Keep only the lines of the data below that contain "Anambra", and copy them.

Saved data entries
== Segment start ==
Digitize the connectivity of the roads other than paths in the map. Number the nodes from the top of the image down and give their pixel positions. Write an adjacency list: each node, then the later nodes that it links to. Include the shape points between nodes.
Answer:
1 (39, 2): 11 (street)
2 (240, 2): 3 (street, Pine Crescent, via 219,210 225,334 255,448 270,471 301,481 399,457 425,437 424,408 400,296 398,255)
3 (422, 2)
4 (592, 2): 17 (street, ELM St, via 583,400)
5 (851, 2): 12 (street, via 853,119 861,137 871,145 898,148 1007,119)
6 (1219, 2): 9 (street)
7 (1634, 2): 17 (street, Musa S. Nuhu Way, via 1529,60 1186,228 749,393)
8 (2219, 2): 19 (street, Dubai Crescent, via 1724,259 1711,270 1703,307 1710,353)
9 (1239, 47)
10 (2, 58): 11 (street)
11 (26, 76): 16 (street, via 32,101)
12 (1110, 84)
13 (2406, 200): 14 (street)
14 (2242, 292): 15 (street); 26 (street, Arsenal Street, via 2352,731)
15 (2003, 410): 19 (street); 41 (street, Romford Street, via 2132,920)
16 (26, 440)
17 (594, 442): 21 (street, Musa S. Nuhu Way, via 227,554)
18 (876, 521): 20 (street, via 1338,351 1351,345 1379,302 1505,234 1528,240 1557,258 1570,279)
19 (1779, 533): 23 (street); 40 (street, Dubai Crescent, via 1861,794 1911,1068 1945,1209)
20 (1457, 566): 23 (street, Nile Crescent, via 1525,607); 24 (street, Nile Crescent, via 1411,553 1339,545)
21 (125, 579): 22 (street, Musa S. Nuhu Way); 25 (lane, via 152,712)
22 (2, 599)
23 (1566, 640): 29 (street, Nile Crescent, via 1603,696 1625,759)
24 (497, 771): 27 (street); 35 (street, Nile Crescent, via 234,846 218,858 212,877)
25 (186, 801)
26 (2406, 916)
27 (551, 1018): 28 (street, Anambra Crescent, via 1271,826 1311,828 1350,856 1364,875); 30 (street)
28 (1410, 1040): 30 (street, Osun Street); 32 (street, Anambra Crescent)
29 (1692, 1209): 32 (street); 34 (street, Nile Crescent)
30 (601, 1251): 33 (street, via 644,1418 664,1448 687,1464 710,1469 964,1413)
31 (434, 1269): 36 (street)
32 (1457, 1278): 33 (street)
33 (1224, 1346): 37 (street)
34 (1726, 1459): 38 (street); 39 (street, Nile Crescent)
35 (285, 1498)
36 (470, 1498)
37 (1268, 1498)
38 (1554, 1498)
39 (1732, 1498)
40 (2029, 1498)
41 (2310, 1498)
== Segment end ==
**EXERCISE RESPONSE**
27 (551, 1018): 28 (street, Anambra Crescent, via 1271,826 1311,828 1350,856 1364,875); 30 (street)
28 (1410, 1040): 30 (street, Osun Street); 32 (street, Anambra Crescent)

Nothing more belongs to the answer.